#### [Brief]
Copying exactly, give the lines in the material below from the one with "height:18px; margin:-9px; padding:0" to the one with "width:19px; height:19px; translate:-50%", ends included, and nothing besides.

#### [Data records]

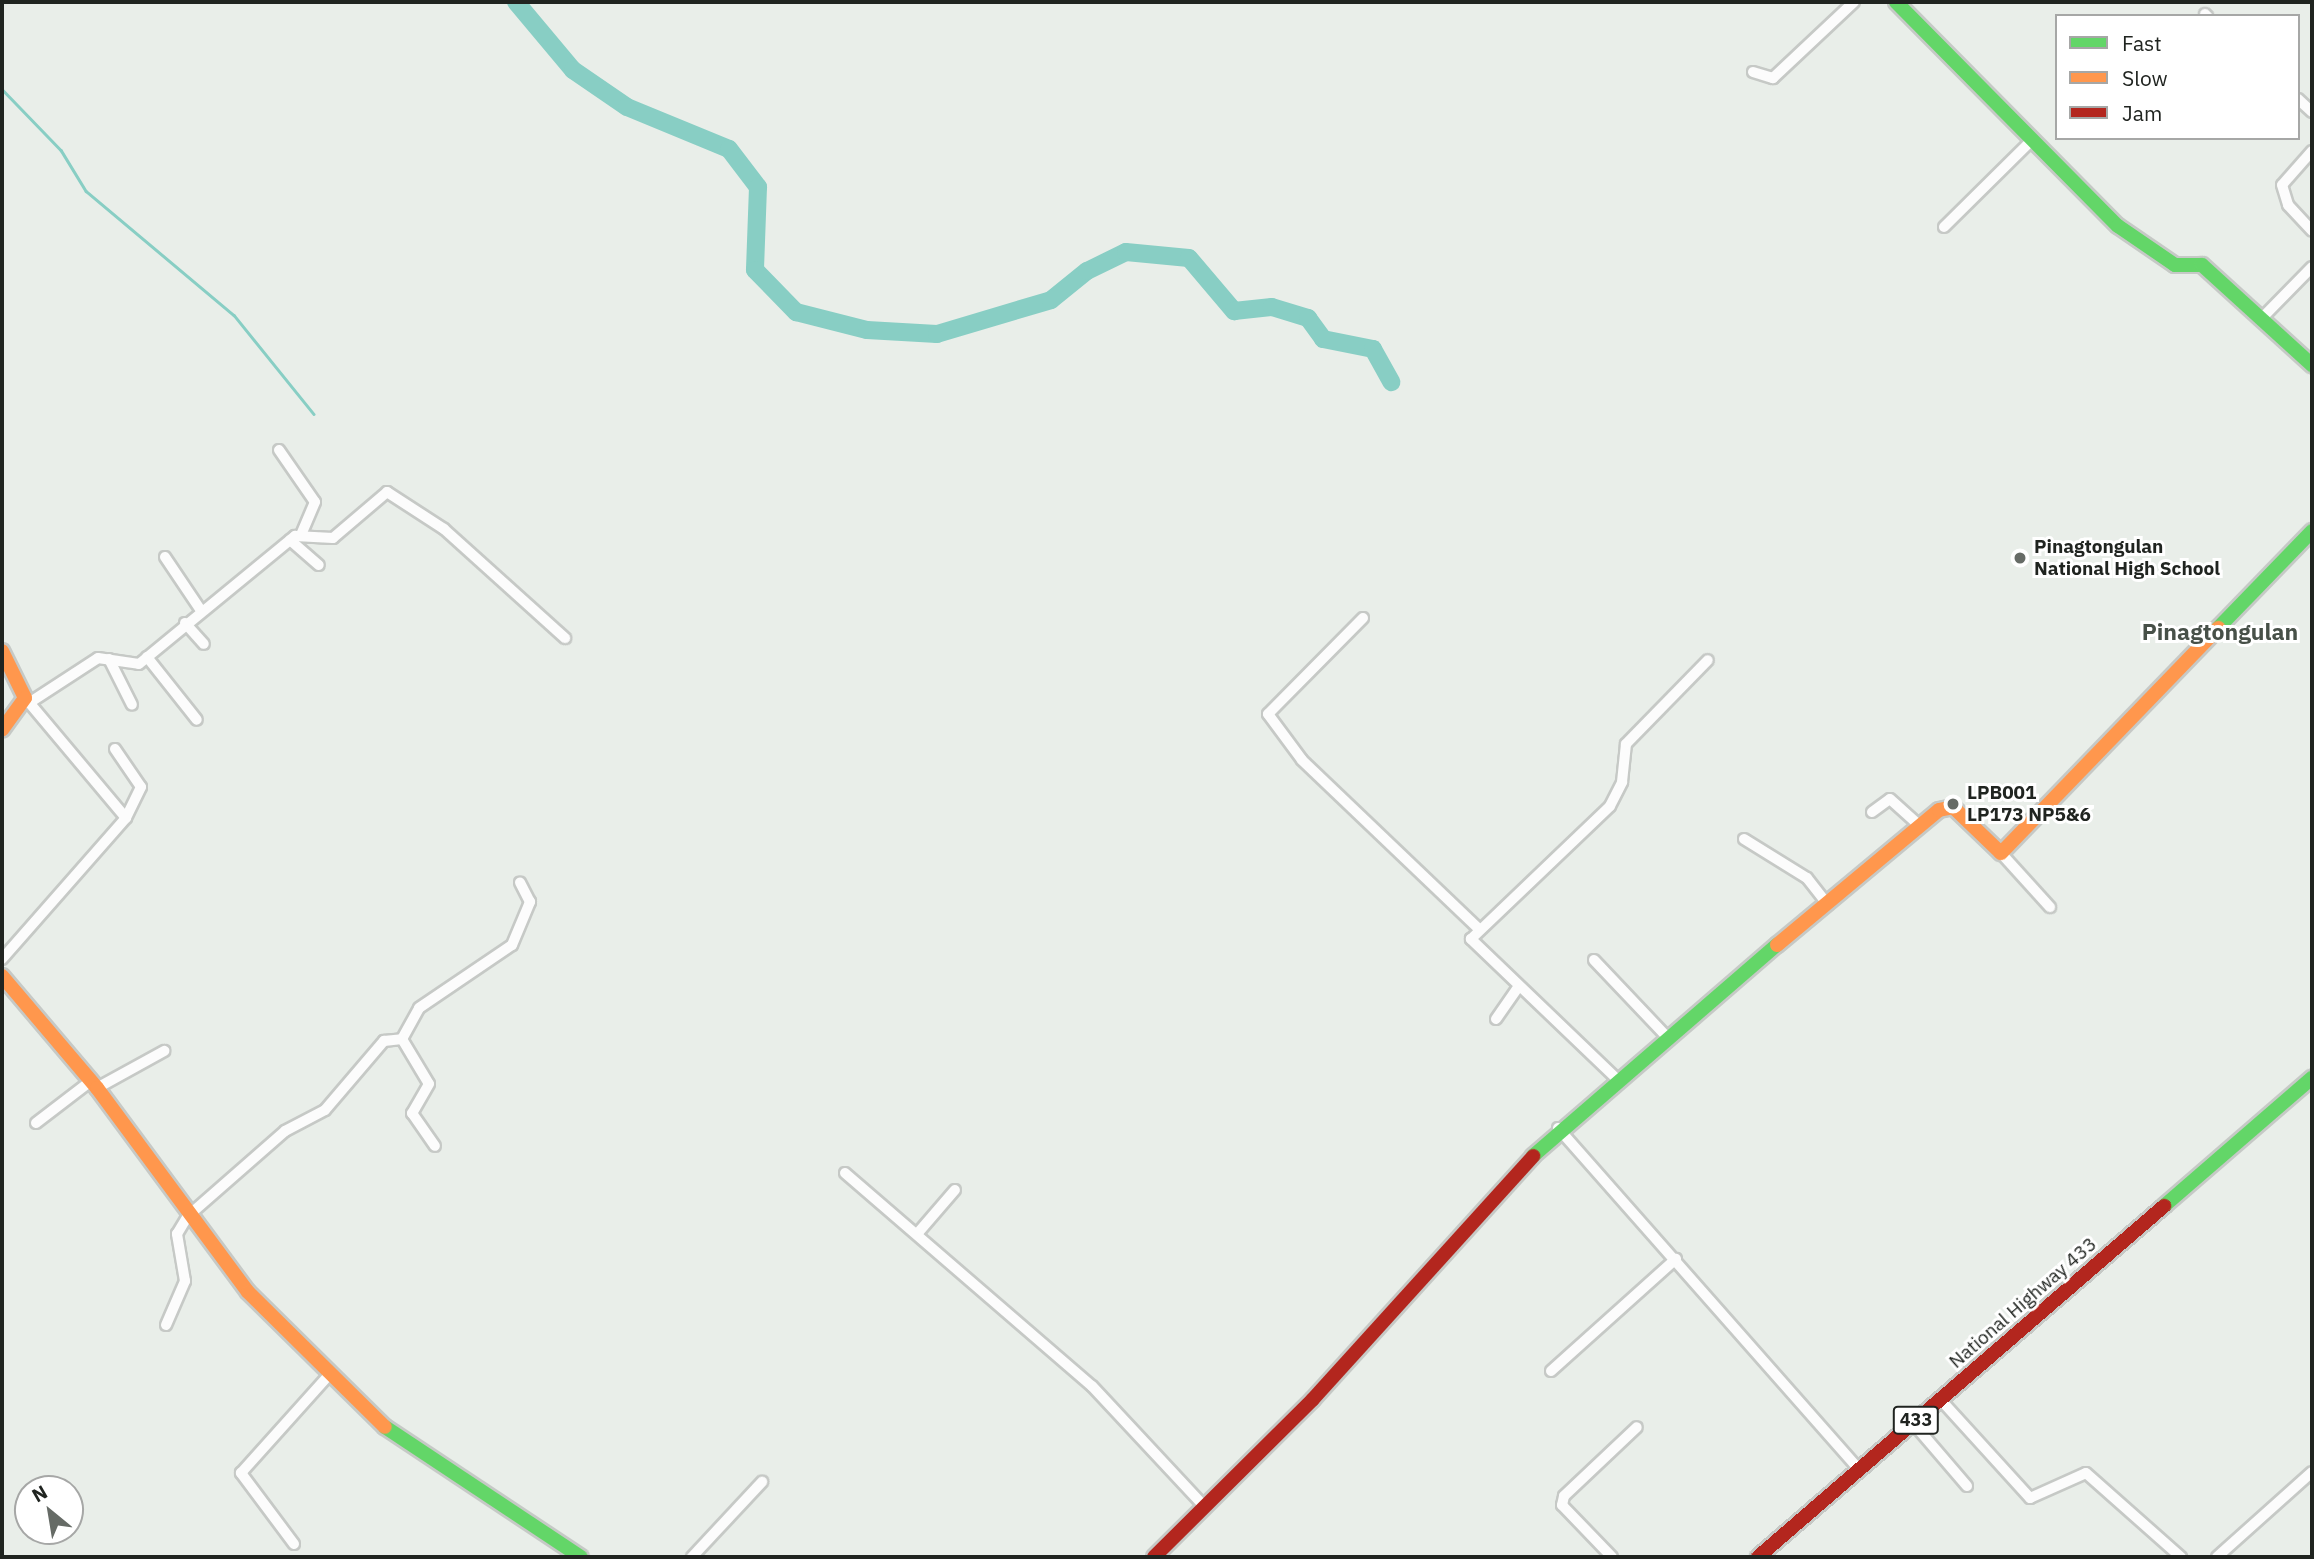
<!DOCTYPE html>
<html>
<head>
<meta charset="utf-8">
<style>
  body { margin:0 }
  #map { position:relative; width:2314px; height:1559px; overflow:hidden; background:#e9eee9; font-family:"IBM Plex Sans",sans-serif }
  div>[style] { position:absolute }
  .stream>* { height:2.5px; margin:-1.25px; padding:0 1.25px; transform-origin:1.25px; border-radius:1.25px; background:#88cec4 }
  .river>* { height:18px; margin:-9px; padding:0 9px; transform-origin:9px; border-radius:9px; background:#88cec4 }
  .roads { filter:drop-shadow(2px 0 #c6c9c6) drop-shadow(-2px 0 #c6c9c6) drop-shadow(0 2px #c6c9c6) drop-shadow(0 -2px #c6c9c6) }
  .street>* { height:10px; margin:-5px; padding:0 5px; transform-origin:5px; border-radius:5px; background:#fcfcfc }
  .fast>* { height:14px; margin:-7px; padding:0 7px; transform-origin:7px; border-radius:7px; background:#63d668 }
  .slow>* { height:14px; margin:-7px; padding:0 7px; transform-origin:7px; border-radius:7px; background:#ff974d }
  .jam>* { height:14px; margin:-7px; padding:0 7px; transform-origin:7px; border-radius:7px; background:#b3261e }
  .dots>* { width:19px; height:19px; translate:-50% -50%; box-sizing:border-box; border:4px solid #fff; border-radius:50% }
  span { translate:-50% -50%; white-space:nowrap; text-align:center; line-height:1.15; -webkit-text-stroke:6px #fff; paint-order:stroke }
  .shield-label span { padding:2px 5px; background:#fff; border:2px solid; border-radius:5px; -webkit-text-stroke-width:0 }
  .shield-label { font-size:18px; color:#202420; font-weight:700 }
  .poi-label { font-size:19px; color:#202420; font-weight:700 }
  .left { translate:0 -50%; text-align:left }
  .street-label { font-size:19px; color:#202420 }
  .quarter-label { font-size:23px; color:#475048; font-weight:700 }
  .frame { position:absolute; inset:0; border:4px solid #202420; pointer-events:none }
  .legend { position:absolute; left:2055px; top:14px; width:245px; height:126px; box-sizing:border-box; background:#fff; border:2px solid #a6a7a6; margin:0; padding:9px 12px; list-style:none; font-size:21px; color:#202420 }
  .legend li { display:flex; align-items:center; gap:14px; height:35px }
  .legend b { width:35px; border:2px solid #a6a7a6 }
  .north { position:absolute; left:14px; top:1475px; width:70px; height:70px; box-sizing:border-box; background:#fff; border:2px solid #a6a7a6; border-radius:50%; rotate:330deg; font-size:19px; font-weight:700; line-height:28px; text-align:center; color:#202420 }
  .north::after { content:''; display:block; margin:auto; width:24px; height:32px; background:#666b66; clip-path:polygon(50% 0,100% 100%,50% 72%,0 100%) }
</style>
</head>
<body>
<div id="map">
  <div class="stream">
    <div style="left:2px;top:89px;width:85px;rotate:46deg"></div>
    <div style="left:61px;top:150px;width:48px;rotate:58.6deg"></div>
    <div style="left:86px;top:191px;width:193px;rotate:40deg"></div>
    <div style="left:234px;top:315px;width:127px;rotate:51.1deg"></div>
  </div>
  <div class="river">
    <div style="left:516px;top:2px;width:89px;rotate:50deg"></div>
    <div style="left:573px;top:70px;width:65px;rotate:34.4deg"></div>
    <div style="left:627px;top:107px;width:110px;rotate:22.4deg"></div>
    <div style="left:729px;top:149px;width:48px;rotate:52.7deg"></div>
    <div style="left:758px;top:187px;width:83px;rotate:92.1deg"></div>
    <div style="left:755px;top:270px;width:59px;rotate:45.7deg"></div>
    <div style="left:796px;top:312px;width:73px;rotate:14.2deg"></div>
    <div style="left:867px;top:330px;width:70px;rotate:3.3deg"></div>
    <div style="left:937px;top:334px;width:119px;rotate:-16.6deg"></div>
    <div style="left:1051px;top:300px;width:46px;rotate:-38.9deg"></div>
    <div style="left:1087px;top:271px;width:43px;rotate:-26deg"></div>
    <div style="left:1126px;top:252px;width:63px;rotate:5.4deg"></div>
    <div style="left:1189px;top:258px;width:70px;rotate:49.7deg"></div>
    <div style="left:1234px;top:311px;width:38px;rotate:-6deg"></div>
    <div style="left:1272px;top:307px;width:38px;rotate:17deg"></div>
    <div style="left:1308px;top:318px;width:26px;rotate:54deg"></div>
    <div style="left:1323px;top:339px;width:51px;rotate:11.3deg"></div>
    <div style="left:1373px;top:349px;width:38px;rotate:61deg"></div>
  </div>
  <div class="roads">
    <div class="street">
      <div style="left:2205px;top:14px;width:3px;rotate:45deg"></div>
      <div style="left:1753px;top:72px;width:21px;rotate:17deg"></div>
      <div style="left:1773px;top:78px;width:111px;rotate:-43.2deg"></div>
      <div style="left:2298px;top:99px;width:19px;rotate:43deg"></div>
      <div style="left:2312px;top:151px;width:45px;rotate:131.4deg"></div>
      <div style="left:2282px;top:185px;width:21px;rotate:73deg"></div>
      <div style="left:2288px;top:205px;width:35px;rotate:47deg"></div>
      <div style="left:1944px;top:227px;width:122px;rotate:-44.7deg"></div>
      <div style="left:2263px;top:317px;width:70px;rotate:-45.6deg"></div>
      <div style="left:279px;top:450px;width:63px;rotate:55.3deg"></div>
      <div style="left:315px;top:502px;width:34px;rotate:113deg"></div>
      <div style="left:290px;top:540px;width:38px;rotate:41deg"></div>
      <div style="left:165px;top:557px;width:63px;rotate:56.1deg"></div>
      <div style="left:1363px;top:618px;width:135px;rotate:134.7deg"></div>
      <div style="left:1268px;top:714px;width:57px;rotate:53.5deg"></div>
      <div style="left:1302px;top:760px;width:245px;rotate:43.7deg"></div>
      <div style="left:185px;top:623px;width:28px;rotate:48deg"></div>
      <div style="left:147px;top:657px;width:80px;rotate:51.6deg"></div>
      <div style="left:109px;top:659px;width:51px;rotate:63.4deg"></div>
      <div style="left:29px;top:703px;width:82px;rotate:-33.1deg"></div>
      <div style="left:98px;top:658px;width:41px;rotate:8.3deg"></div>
      <div style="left:139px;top:664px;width:202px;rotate:-39.4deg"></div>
      <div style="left:295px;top:536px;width:38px;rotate:3deg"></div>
      <div style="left:333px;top:538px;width:71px;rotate:-40.4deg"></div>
      <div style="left:387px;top:492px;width:68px;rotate:33deg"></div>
      <div style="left:444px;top:529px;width:163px;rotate:42deg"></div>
      <div style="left:115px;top:749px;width:46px;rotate:55.6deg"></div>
      <div style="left:141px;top:787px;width:34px;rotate:116deg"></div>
      <div style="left:1872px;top:812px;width:22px;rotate:-36deg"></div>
      <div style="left:1890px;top:799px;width:40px;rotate:42deg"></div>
      <div style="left:1744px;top:839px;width:74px;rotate:31.8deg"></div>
      <div style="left:1807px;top:878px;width:34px;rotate:52deg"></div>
      <div style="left:2001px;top:853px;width:73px;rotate:47.8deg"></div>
      <div style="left:2px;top:959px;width:188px;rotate:-48.7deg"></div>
      <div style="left:126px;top:818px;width:155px;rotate:-130deg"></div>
      <div style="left:1594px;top:960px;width:106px;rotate:46.5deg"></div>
      <div style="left:1496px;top:1019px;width:40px;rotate:-55.1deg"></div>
      <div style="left:402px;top:1039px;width:35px;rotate:-61deg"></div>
      <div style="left:419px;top:1008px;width:112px;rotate:-34.1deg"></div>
      <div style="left:512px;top:945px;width:47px;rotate:-67.3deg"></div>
      <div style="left:530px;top:902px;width:22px;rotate:-117deg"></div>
      <div style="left:1618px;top:1080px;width:204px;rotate:-136.2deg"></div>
      <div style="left:1471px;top:939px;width:192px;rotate:-43.7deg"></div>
      <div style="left:1610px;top:806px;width:27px;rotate:-63deg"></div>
      <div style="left:1622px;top:782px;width:38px;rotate:-84deg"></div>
      <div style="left:1626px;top:744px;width:117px;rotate:-45.7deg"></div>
      <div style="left:97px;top:1088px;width:77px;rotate:-28.9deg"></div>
      <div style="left:36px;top:1123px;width:69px;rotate:-37.4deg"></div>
      <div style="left:1558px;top:1128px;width:456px;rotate:48.6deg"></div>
      <div style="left:845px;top:1173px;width:326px;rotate:40.8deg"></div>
      <div style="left:1092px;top:1386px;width:166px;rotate:47deg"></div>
      <div style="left:917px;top:1234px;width:58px;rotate:-49.2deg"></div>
      <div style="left:166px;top:1325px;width:48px;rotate:-66.6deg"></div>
      <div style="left:185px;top:1281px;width:48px;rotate:-99.7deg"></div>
      <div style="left:177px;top:1234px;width:21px;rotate:-59deg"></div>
      <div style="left:188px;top:1216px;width:129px;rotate:-41.2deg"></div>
      <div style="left:285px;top:1131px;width:45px;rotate:-27.7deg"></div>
      <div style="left:325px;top:1110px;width:91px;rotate:-49.5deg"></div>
      <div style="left:384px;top:1041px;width:18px;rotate:-6deg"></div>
      <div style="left:402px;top:1039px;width:52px;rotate:59deg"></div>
      <div style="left:429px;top:1084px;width:34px;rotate:120deg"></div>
      <div style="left:412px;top:1113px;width:40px;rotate:55.1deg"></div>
      <div style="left:1551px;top:1371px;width:168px;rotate:-41.9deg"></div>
      <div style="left:1940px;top:1399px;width:134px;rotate:47.7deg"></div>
      <div style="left:2030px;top:1498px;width:61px;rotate:-24.1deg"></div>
      <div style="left:2086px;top:1473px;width:127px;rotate:41.5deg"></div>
      <div style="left:1913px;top:1423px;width:83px;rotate:49.4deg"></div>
      <div style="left:294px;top:1544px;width:89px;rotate:-126.7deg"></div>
      <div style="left:241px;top:1473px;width:130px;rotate:-48.1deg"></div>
      <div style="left:692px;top:1557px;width:103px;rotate:-47deg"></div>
      <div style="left:1612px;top:1557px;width:72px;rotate:-133.9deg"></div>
      <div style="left:1562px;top:1505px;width:9px;rotate:-77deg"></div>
      <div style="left:1564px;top:1496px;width:100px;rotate:-43.4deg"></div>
      <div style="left:2217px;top:1557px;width:127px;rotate:-41.8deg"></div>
    </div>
    <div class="fast">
      <div style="left:1896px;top:2px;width:315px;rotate:45.3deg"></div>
      <div style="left:2118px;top:226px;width:69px;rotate:34.4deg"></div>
      <div style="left:2175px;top:265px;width:27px"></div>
      <div style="left:2202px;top:265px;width:149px;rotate:42.3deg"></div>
      <div style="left:2218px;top:628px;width:135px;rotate:-45.9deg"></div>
      <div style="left:1533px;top:1156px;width:323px;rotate:-40.9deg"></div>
      <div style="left:2164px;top:1206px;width:196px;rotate:-40.9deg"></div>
      <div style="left:385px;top:1427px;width:235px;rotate:33.6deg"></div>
    </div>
    <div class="slow">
      <div style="left:2px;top:651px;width:52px;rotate:63.9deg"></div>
      <div style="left:25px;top:698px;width:39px;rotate:126deg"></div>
      <div style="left:1777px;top:945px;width:211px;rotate:-39.8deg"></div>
      <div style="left:1939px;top:810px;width:14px;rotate:-12deg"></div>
      <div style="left:1953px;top:807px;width:66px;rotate:43.8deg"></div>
      <div style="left:2001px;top:853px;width:313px;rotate:-46deg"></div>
      <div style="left:2px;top:976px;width:147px;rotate:49.7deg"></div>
      <div style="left:97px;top:1088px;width:254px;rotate:53.5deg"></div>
      <div style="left:248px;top:1292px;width:192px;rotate:44.6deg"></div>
    </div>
    <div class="jam">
      <div style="left:1154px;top:1557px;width:224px;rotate:-44.8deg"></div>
      <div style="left:1313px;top:1399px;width:328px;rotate:-47.8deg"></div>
      <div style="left:1758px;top:1557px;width:537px;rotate:-40.84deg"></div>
    </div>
  </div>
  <div class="dots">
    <div style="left:2020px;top:558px;background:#666b66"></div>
    <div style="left:1953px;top:804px;background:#666b66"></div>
  </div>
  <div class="shield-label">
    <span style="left:1916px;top:1420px">433</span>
  </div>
  <div class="poi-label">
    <span class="left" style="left:2034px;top:558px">Pinagtongulan<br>National High School</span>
    <span class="left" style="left:1967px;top:804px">LPB001<br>LP173 NP5&amp;6</span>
  </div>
  <div class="street-label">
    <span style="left:2023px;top:1303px;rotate:-41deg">National Highway 433</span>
  </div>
  <div class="quarter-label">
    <span style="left:2220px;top:631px">Pinagtongulan</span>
  </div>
  <div class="frame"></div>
  <ul class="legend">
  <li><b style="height:9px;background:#63d668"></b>Fast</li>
  <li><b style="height:9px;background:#ff974d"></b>Slow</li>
  <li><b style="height:9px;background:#b3261e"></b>Jam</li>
  </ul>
  <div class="north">N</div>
</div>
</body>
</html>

#### [Result of this exercise]
  .river>* { height:18px; margin:-9px; padding:0 9px; transform-origin:9px; border-radius:9px; background:#88cec4 }
  .roads { filter:drop-shadow(2px 0 #c6c9c6) drop-shadow(-2px 0 #c6c9c6) drop-shadow(0 2px #c6c9c6) drop-shadow(0 -2px #c6c9c6) }
  .street>* { height:10px; margin:-5px; padding:0 5px; transform-origin:5px; border-radius:5px; background:#fcfcfc }
  .fast>* { height:14px; margin:-7px; padding:0 7px; transform-origin:7px; border-radius:7px; background:#63d668 }
  .slow>* { height:14px; margin:-7px; padding:0 7px; transform-origin:7px; border-radius:7px; background:#ff974d }
  .jam>* { height:14px; margin:-7px; padding:0 7px; transform-origin:7px; border-radius:7px; background:#b3261e }
  .dots>* { width:19px; height:19px; translate:-50% -50%; box-sizing:border-box; border:4px solid #fff; border-radius:50% }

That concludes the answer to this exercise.